Ma non solo le indagini mediche sono connesse con la natura attorno a noi: il polline, per esempio, è una preziosissima fonte di informazioni sul clima e sulla vegetazione d’altri tempi, è in grado di rivelare se un quadro è autentico, di sbugiardare un medicinale contraffatto o, ancora, di aiutare la polizia durante le indagini. La scienza che lo studia si chiama “palinologia” (“la scienza delle cose che si spargono”, in greco antico). Se, ad esempio, si volesse scoprire come era fatta una volta la foresta vergine europea basterebbe prelevare dei campioni di paludi e fondali: presenterebbero pagi-ne, come dei libri, ma al posto della decifrazione delle parole dovremmo ricorrere allo studio di pollini. Le particelle organiche che compongono il polline, infatti, svelano dove si trovava un oggetto o un individuo nel tempo e nello spazio, e vengono tuttora utilizzate nelle indagini sulle falsificazioni, sui furti e addirittura sulle aggressioni. Sverdrup cita anche un aneddoto, fra i tanti riportati nel saggio, ricco di annotazioni e con una consistente bibliografia ma in questo caso senza riferimenti temporali, di un carico di scotch, il prezioso distillato che fece un lungo viaggio via mare ma venne poi trafugato. Il destinatario del carico, racconta sempre l’autrice, trovò all’interno del pacco solo delle pietre calcaree che avevano come scopo quello di imitare il peso delle bottiglie. La polizia allora, incaricata di districare la vicenda, ricorse a un’attenta analisi dei micro-fossili presenti nelle pietre: questo permise loro di individuare il substrato roccioso riducendolo a uno specifico porto marittimo dove le indagini si infittirono al punto da riuscire a mettere in manette il responsabile. Una vicenda che ricorda in modo impressionante le indagini del detective romanzesco di Baker Street Sherlock Holmes che, grazie all’analisi delle qualità di fango, tipiche di varie zone del Tamigi riesce a ricostruire storie e percorsi dei propri clienti o sospettati.

Sulle spalle della natura

È questa la chiave insolita, a tratti ironica a tratti amara, con la quale Anne Sverdrup ci ricorda che il rapporto di interdipendenza tra noi e l’ambiente è una delle soluzioni per comprendere lo stato delle cose: “La Natura è come una cattedrale, puoi pensare di andar lì e rilassarti, e finalmente comprendere che sei solo una specie su 10 milioni che ti circondano“. Niente più era dell’ego, in cui tutto ritorna sempre all’uomo ceco, che avanza verso la distruzione, bensì un ritorno alla meraviglia davanti al fiore di loto che sotto la pioggia non si bagna, alla luminescenza che sprigiona il fungo o ancora dinnanzi ai fiumi fluttuanti che trasportano l’acqua sopra gli alberi della foresta amazzonica.

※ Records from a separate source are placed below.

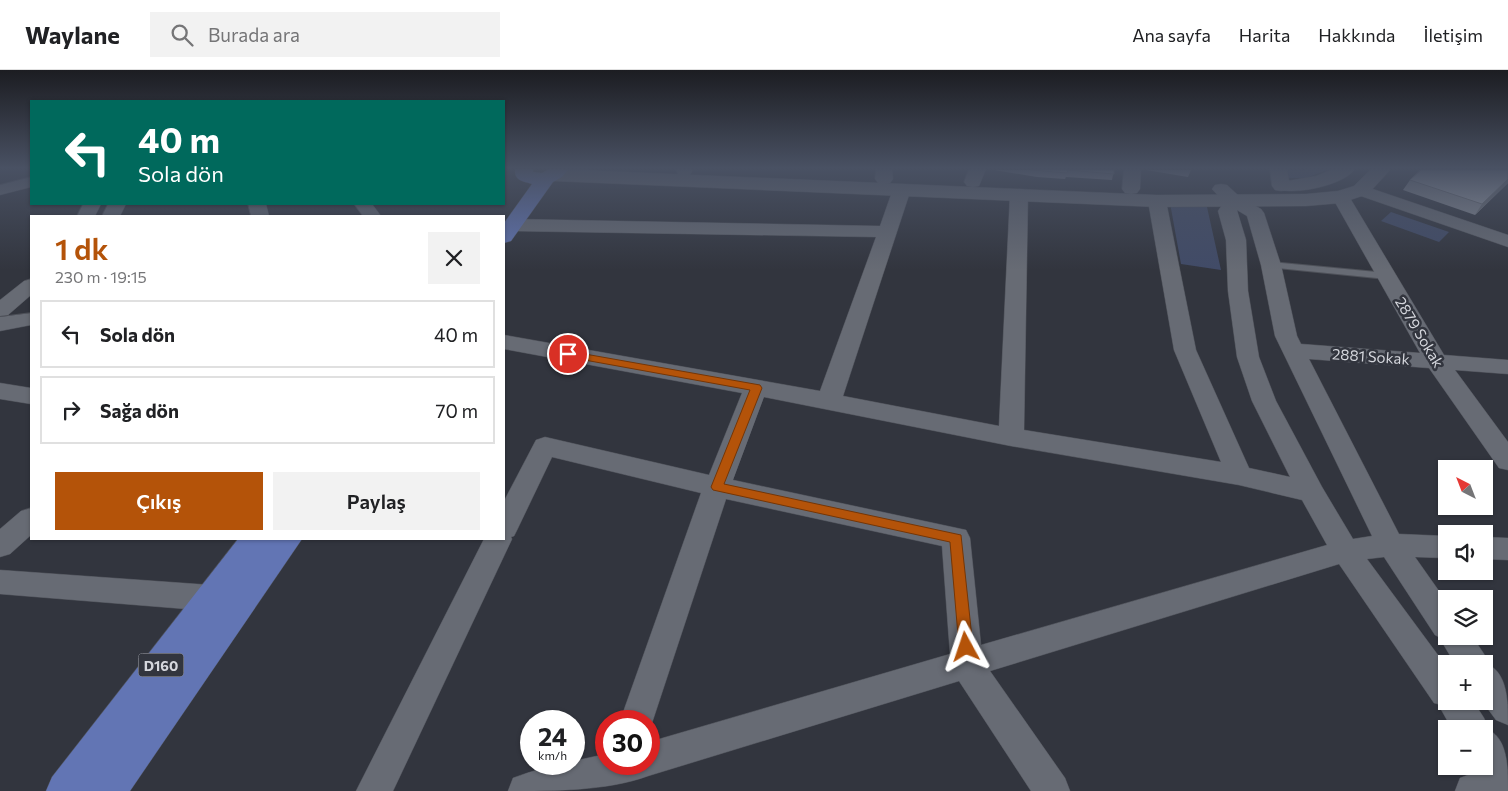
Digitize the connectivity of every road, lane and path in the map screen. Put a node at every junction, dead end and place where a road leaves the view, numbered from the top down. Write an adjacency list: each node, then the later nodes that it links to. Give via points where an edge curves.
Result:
1 (520, 203): 9 (main road)
2 (889, 203): 10 (street)
3 (1019, 203): 26 (street)
4 (1157, 203): 28 (street, via 1185,350)
5 (1227, 203): 30 (street, via 1236,240 1238,291 1248,357 1264,401)
6 (1239, 203): 12 (street, via 1255,213)
7 (1355, 203): 13 (street, 2879 Sokak)
8 (1386, 203): 11 (street)
9 (505, 226): 10 (street)
10 (888, 232): 25 (street)
11 (1505, 235)
12 (1271, 265): 13 (lane); 19 (street, via 1286,336)
13 (1387, 276): 20 (street, 2879 Sokak)
14 (30, 286): 17 (street)
15 (30, 308): 17 (street)
16 (30, 319): 17 (street)
17 (2, 322)
18 (505, 342): 22 (street)
19 (1294, 351): 20 (street, 2881 Sokak); 36 (street)
20 (1436, 361): 21 (street, 2881 Sokak); 27 (street, 2879 Sokak)
21 (1508, 367)
22 (756, 388): 25 (street); 29 (street)
23 (0, 392): 24 (street)
24 (30, 396)
25 (828, 401): 26 (street)
26 (1011, 437): 28 (street)
27 (1508, 461)
28 (1239, 475): 30 (street)
29 (717, 487): 32 (street, via 545,446); 45 (street, via 956,538); 49 (street)
30 (1311, 492): 41 (street)
31 (30, 520): 37 (street)
32 (505, 526)
33 (255, 540): 43 (main road, D160)
34 (285, 540): 56 (main road, D160)
35 (498, 540): 57 (street)
36 (1391, 545): 38 (street); 41 (street); 44 (street)
37 (0, 546)
38 (1438, 547)
39 (1493, 548): 40 (street)
40 (1508, 549)
41 (1346, 551): 45 (street); 46 (street)
42 (0, 582): 43 (street)
43 (211, 598): 55 (main road, D160)
44 (1438, 614)
45 (967, 665): 50 (street); 59 (street)
46 (1438, 681)
47 (1493, 690): 48 (street)
48 (1508, 709)
49 (640, 710)
50 (660, 756)
51 (1493, 757): 53 (street)
52 (598, 775): 54 (street)
53 (1508, 778): 60 (street)
54 (564, 786): 58 (street)
55 (66, 791)
56 (106, 791)
57 (374, 791)
58 (526, 791)
59 (1052, 791)
60 (1473, 791)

Questo l’intento del suo saggio tradotto in 25 lingue in un solo anno: risvegliare le coscienze assopite partendo dallo stupore per giungere alla spinta all’azione per una maggiore tutela verso quello che non ci appartiene. “La somma di tutte le altre specie – e di tutti gli altri individui – è infinitamente maggiore del numero di esseri umani – ricorda Anne Sverdrup-Thygeson -. È bello sedersi su spalle più grandi quando si è così piccoli... Un po’ come quando mio nonno mi prendeva in spalla. Ma è importante non stringere troppo il collo di chi ci regge, perché altrimenti non respira”.